T cells are activated within the infected site LN and are released into the bloodstream where they travel through a branching network of arteries until they reach a capillary in the lung. Capillaries in infected regions of the lung are permeated by an inflammatory signal that causes T cells to exit the capillary and enter the lung tissue, where a chemokine gradient guides the T cell to infected cells. When T cells recognize the antigen displayed on the surface of infected cells, they neutralize those cells. The information represented by the inflammatory signals is local, and occurs in an initially small region of the lung surface, possibly as small as a few mm2 in a 100 m2 surface area in a human lung.

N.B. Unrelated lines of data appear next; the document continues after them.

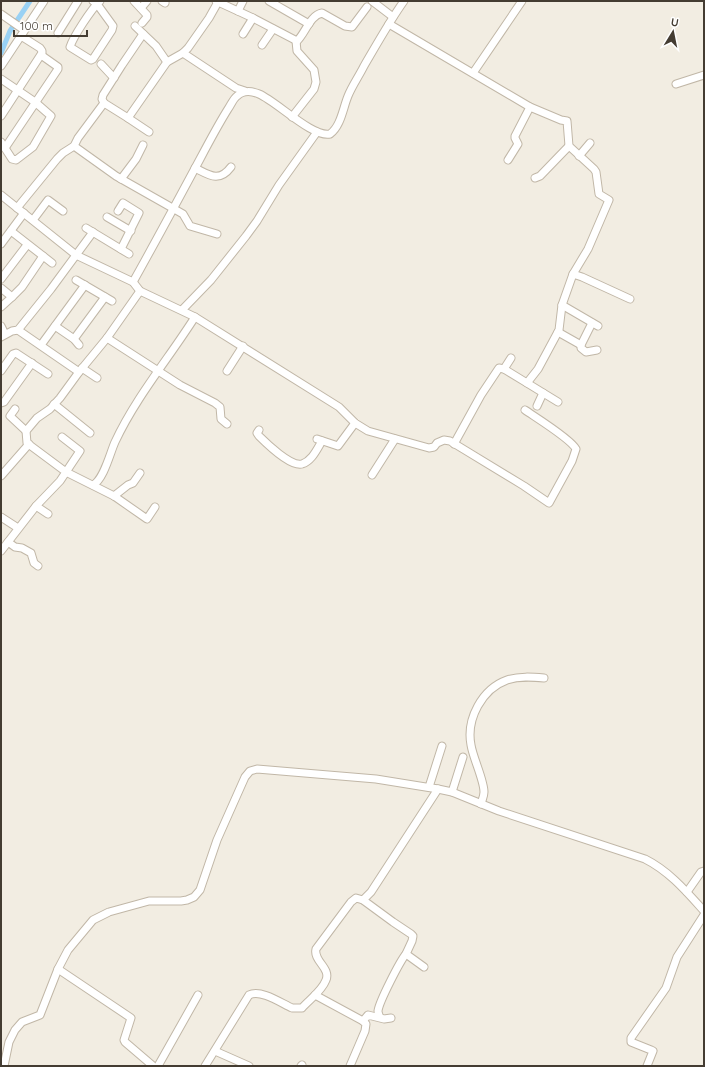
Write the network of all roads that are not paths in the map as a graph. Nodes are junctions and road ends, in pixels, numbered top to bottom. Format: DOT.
graph roads {
  1 [pos="44,1"];
  2 [pos="78,1"];
  3 [pos="134,1"];
  4 [pos="147,1"];
  5 [pos="243,1"];
  6 [pos="269,1"];
  7 [pos="404,1"];
  8 [pos="522,1"];
  9 [pos="97,2"];
  10 [pos="217,2"];
  11 [pos="369,4"];
  12 [pos="141,8"];
  13 [pos="238,11"];
  14 [pos="3,16"];
  15 [pos="253,18"];
  16 [pos="391,20"];
  17 [pos="142,23"];
  18 [pos="309,24"];
  19 [pos="135,26"];
  20 [pos="273,28"];
  21 [pos="21,31"];
  22 [pos="58,33"];
  23 [pos="143,34"];
  24 [pos="243,34"];
  25 [pos="296,41"];
  26 [pos="262,45"];
  27 [pos="183,53"];
  28 [pos="41,55"];
  29 [pos="167,62"];
  30 [pos="101,64"];
  31 [pos="1,66"];
  32 [pos="474,73"];
  33 [pos="704,75"];
  34 [pos="114,78"];
  35 [pos="1,80"];
  36 [pos="676,84"];
  37 [pos="18,91"];
  38 [pos="245,91"];
  39 [pos="35,102"];
  40 [pos="104,103"];
  41 [pos="530,107"];
  42 [pos="1,116"];
  43 [pos="292,116"];
  44 [pos="128,118"];
  45 [pos="149,132"];
  46 [pos="318,132"];
  47 [pos="590,143"];
  48 [pos="3,145"];
  49 [pos="143,145"];
  50 [pos="74,146"];
  51 [pos="569,146"];
  52 [pos="579,156"];
  53 [pos="508,160"];
  54 [pos="195,168"];
  55 [pos="231,168"];
  56 [pos="535,178"];
  57 [pos="121,180"];
  58 [pos="1,195"];
  59 [pos="17,208"];
  60 [pos="173,209"];
  61 [pos="64,211"];
  62 [pos="118,211"];
  63 [pos="24,213"];
  64 [pos="107,217"];
  65 [pos="33,220"];
  66 [pos="86,228"];
  67 [pos="11,231"];
  68 [pos="131,231"];
  69 [pos="93,232"];
  70 [pos="217,234"];
  71 [pos="1,244"];
  72 [pos="27,245"];
  73 [pos="121,249"];
  74 [pos="129,254"];
  75 [pos="76,255"];
  76 [pos="44,256"];
  77 [pos="52,262"];
  78 [pos="574,274"];
  79 [pos="1,279"];
  80 [pos="76,280"];
  81 [pos="133,282"];
  82 [pos="85,285"];
  83 [pos="1,288"];
  84 [pos="140,291"];
  85 [pos="12,297"];
  86 [pos="105,297"];
  87 [pos="630,300"];
  88 [pos="112,301"];
  89 [pos="562,305"];
  90 [pos="1,307"];
  91 [pos="182,310"];
  92 [pos="195,317"];
  93 [pos="1,326"];
  94 [pos="55,326"];
  95 [pos="18,330"];
  96 [pos="558,332"];
  97 [pos="3,336"];
  98 [pos="107,338"];
  99 [pos="581,344"];
  100 [pos="41,345"];
  101 [pos="243,346"];
  102 [pos="597,350"];
  103 [pos="511,358"];
  104 [pos="32,363"];
  105 [pos="504,369"];
  106 [pos="80,370"];
  107 [pos="1,371"];
  108 [pos="226,371"];
  109 [pos="158,372"];
  110 [pos="48,374"];
  111 [pos="97,378"];
  112 [pos="527,383"];
  113 [pos="543,393"];
  114 [pos="558,402"];
  115 [pos="1,403"];
  116 [pos="54,404"];
  117 [pos="537,406"];
  118 [pos="15,409"];
  119 [pos="525,410"];
  120 [pos="355,423"];
  121 [pos="227,424"];
  122 [pos="259,430"];
  123 [pos="26,431"];
  124 [pos="90,433"];
  125 [pos="62,437"];
  126 [pos="395,439"];
  127 [pos="29,444"];
  128 [pos="454,444"];
  129 [pos="66,472"];
  130 [pos="140,473"];
  131 [pos="372,475"];
  132 [pos="1,476"];
  133 [pos="93,485"];
  134 [pos="114,496"];
  135 [pos="36,506"];
  136 [pos="155,507"];
  137 [pos="48,514"];
  138 [pos="1,517"];
  139 [pos="18,528"];
  140 [pos="8,542"];
  141 [pos="1,551"];
  142 [pos="38,566"];
  143 [pos="544,678"];
  144 [pos="442,746"];
  145 [pos="464,757"];
  146 [pos="429,787"];
  147 [pos="438,789"];
  148 [pos="452,792"];
  149 [pos="481,804"];
  150 [pos="704,871"];
  151 [pos="687,892"];
  152 [pos="363,900"];
  153 [pos="704,911"];
  154 [pos="704,915"];
  155 [pos="406,954"];
  156 [pos="424,967"];
  157 [pos="58,969"];
  158 [pos="198,995"];
  159 [pos="315,995"];
  160 [pos="380,1017"];
  161 [pos="390,1018"];
  162 [pos="363,1021"];
  163 [pos="215,1051"];
  164 [pos="4,1066"];
  165 [pos="152,1066"];
  166 [pos="158,1066"];
  167 [pos="205,1066"];
  168 [pos="249,1066"];
  169 [pos="350,1066"];
  170 [pos="646,1066"];
  1 -- 21 [label="street"];
  2 -- 22 [label="street"];
  3 -- 12 [label="street"];
  4 -- 12 [label="street"];
  5 -- 13 [label="street"];
  6 -- 18 [label="street"];
  7 -- 16 [label="street"];
  8 -- 32 [label="street"];
  9 -- 9 [label="street"];
  10 -- 13 [label="street"];
  10 -- 27 [label="street"];
  11 -- 16 [label="street"];
  11 -- 18 [label="street"];
  12 -- 17 [label="street"];
  13 -- 15 [label="street"];
  14 -- 21 [label="street"];
  15 -- 20 [label="street"];
  15 -- 24 [label="street"];
  16 -- 32 [label="street"];
  16 -- 46 [label="street"];
  18 -- 25 [label="street"];
  19 -- 23 [label="street"];
  20 -- 25 [label="street"];
  20 -- 26 [label="street"];
  21 -- 28 [label="street"];
  21 -- 31 [label="street"];
  23 -- 29 [label="street"];
  23 -- 34 [label="street"];
  25 -- 43 [label="street"];
  27 -- 29 [label="street"];
  27 -- 38 [label="street"];
  28 -- 37 [label="street"];
  28 -- 39 [label="street"];
  29 -- 44 [label="street"];
  30 -- 34 [label="street"];
  32 -- 41 [label="street"];
  33 -- 36 [label="street"];
  34 -- 40 [label="street"];
  35 -- 37 [label="street"];
  37 -- 39 [label="street"];
  37 -- 42 [label="street"];
  38 -- 43 [label="street"];
  38 -- 54 [label="street"];
  39 -- 48 [label="street"];
  39 -- 48 [label="street"];
  40 -- 44 [label="street"];
  40 -- 50 [label="street"];
  41 -- 51 [label="street"];
  41 -- 53 [label="street"];
  43 -- 46 [label="street"];
  44 -- 45 [label="street"];
  46 -- 91 [label="street"];
  47 -- 52 [label="street"];
  49 -- 57 [label="street"];
  50 -- 57 [label="street"];
  50 -- 59 [label="street"];
  51 -- 52 [label="street"];
  51 -- 56 [label="street"];
  52 -- 78 [label="street"];
  54 -- 55 [label="street"];
  54 -- 60 [label="street"];
  57 -- 60 [label="street"];
  58 -- 59 [label="street"];
  59 -- 63 [label="street"];
  60 -- 70 [label="street"];
  60 -- 81 [label="street"];
  61 -- 65 [label="street"];
  62 -- 68 [label="street"];
  63 -- 65 [label="street"];
  63 -- 67 [label="street"];
  64 -- 68 [label="street"];
  65 -- 75 [label="street"];
  66 -- 69 [label="street"];
  67 -- 71 [label="street"];
  67 -- 72 [label="street"];
  68 -- 73 [label="street"];
  69 -- 73 [label="street"];
  69 -- 75 [label="street"];
  72 -- 76 [label="street"];
  72 -- 79 [label="street"];
  73 -- 74 [label="street"];
  75 -- 81 [label="street"];
  75 -- 95 [label="street"];
  76 -- 77 [label="street"];
  76 -- 85 [label="street"];
  78 -- 87 [label="street"];
  78 -- 89 [label="street"];
  80 -- 82 [label="street"];
  81 -- 84 [label="street"];
  82 -- 86 [label="street"];
  82 -- 94 [label="street"];
  83 -- 85 [label="street"];
  84 -- 91 [label="street"];
  84 -- 98 [label="street"];
  85 -- 90 [label="street"];
  86 -- 88 [label="street"];
  86 -- 94 [label="street"];
  89 -- 96 [label="street"];
  89 -- 99 [label="street"];
  91 -- 92 [label="street"];
  92 -- 101 [label="street"];
  92 -- 109 [label="street"];
  93 -- 97 [label="street"];
  94 -- 100 [label="street"];
  95 -- 97 [label="street"];
  95 -- 100 [label="street"];
  96 -- 99 [label="street"];
  96 -- 112 [label="street"];
  98 -- 106 [label="street"];
  98 -- 109 [label="street"];
  99 -- 102 [label="street"];
  100 -- 106 [label="street"];
  101 -- 108 [label="street"];
  101 -- 120 [label="street"];
  103 -- 105 [label="street"];
  104 -- 107 [label="street"];
  104 -- 110 [label="street"];
  104 -- 115 [label="street"];
  105 -- 112 [label="street"];
  105 -- 128 [label="street"];
  106 -- 111 [label="street"];
  106 -- 116 [label="street"];
  109 -- 121 [label="street"];
  109 -- 133 [label="street"];
  112 -- 113 [label="street"];
  113 -- 114 [label="street"];
  113 -- 117 [label="street"];
  116 -- 123 [label="street"];
  116 -- 124 [label="street"];
  118 -- 123 [label="street"];
  119 -- 128 [label="street"];
  120 -- 122 [label="street"];
  120 -- 126 [label="street"];
  123 -- 127 [label="street"];
  125 -- 129 [label="street"];
  126 -- 128 [label="street"];
  126 -- 131 [label="street"];
  127 -- 129 [label="street"];
  127 -- 132 [label="street"];
  129 -- 133 [label="street"];
  129 -- 135 [label="street"];
  130 -- 134 [label="street"];
  133 -- 134 [label="street"];
  134 -- 136 [label="street"];
  135 -- 137 [label="street"];
  135 -- 139 [label="street"];
  138 -- 139 [label="street"];
  139 -- 140 [label="street"];
  140 -- 141 [label="street"];
  140 -- 142 [label="street"];
  143 -- 149 [label="street"];
  144 -- 146 [label="street"];
  145 -- 148 [label="street"];
  146 -- 147 [label="street"];
  146 -- 157 [label="street"];
  147 -- 148 [label="street"];
  147 -- 152 [label="street"];
  148 -- 149 [label="street"];
  149 -- 151 [label="street"];
  150 -- 151 [label="street"];
  151 -- 153 [label="street"];
  152 -- 155 [label="street"];
  152 -- 159 [label="street"];
  154 -- 170 [label="street"];
  155 -- 156 [label="street"];
  155 -- 160 [label="street"];
  157 -- 164 [label="street"];
  157 -- 165 [label="street"];
  158 -- 166 [label="street"];
  159 -- 162 [label="street"];
  159 -- 163 [label="street"];
  160 -- 161 [label="street"];
  160 -- 162 [label="street"];
  162 -- 169 [label="street"];
  163 -- 167 [label="street"];
  163 -- 168 [label="street"];
}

Without an inflammation signal indicating which capillaries are near infected tissue, T cells would have to exit capillaries in random locations and begin a slow random walk (at speeds measured in microns per minute) through the large area of lung tissue to search for the site of infection. With the inflammatory signal, T cells can exit the relatively fast flow of the circulatory network only when they are in close proximity to infected cells (described in figure below).
Figure. A region (A of radius r) of infected tissue, chemokines and inflammatory signals, surrounded by region B which does not have any infected cells, inflammation or chemokines. T cells (green hexagons) leave the LN at rate s and travel through the branching arteries to capillaries. If capillaries are inflamed (in region A) T cells exit capillaries and search for infected cells (small red circles) in lung tissue. If the capillaries are not inflamed (in region B) the T cells recirculate.
In this work we described two sets of models (paper). The first (null) model predicts how long it would take for T cells to find infected cells by searching via a random walk through the entire lung tissue. The second set of models are simplified representations of how inflammatory signals guide CTL search in real immune systems. This second set of models is parameterized from experimental data. By comparing predictions of the null model to the more realistic model with inflammation, we estimated how much the inflammatory signal reduces the time for T cells to find and eradicate influenza.
We use ordinary differential equation (ODE) and agent-based models (ABM) to quantify the value of the inflammatory signal, measured as the decrease in the time it takes for T cells to both find and eradicate virus from the lung. The ABM incorporates the spatial aspect of virus spread and T cell mediated killing of infected cells, and the ODE model can scale up to realistic cell population sizes.
We quantified how much inflammation of infected tissue improves the adaptive immune response. The speed up for the first T cell to arrive in the infected region in a mouse is tens of times faster in both the ODE and ABM models. The number of T cells that reach the infected region by day five post activation in the LN is thousands of times faster in both models. The ABM which also includes T cell mediated killing of infected cells predicts that with an inflammatory signal, the number of infected cells at day five is 87 times lower.
We scaled up the ODE model to make the same predictions for the human lung which is 10,000 times larger than the mouse lung. The ODE models predict that with an inflammatory signal the speed up in arrival of the first T cell humans is 270 times faster and 3800 times more T cell arrive at the site of infection at day five. Thus, the inflammatory signal improves the T cell search much more in the human than in the mouse.
The ABM used in the model (CyCells) is shown below
Figure. A snapshot of the CyCells ABM in action. The epithelial cell layer is made up of healthy cells (dark red), infected incubating cells (green), virus expressing cells (blue), and dead cells (yellow). The area of lighter red surrounding the infection shows that free virus particles (semi-transparent white) are present. T cells (pink) are seen swarming over locations with high virus concentration.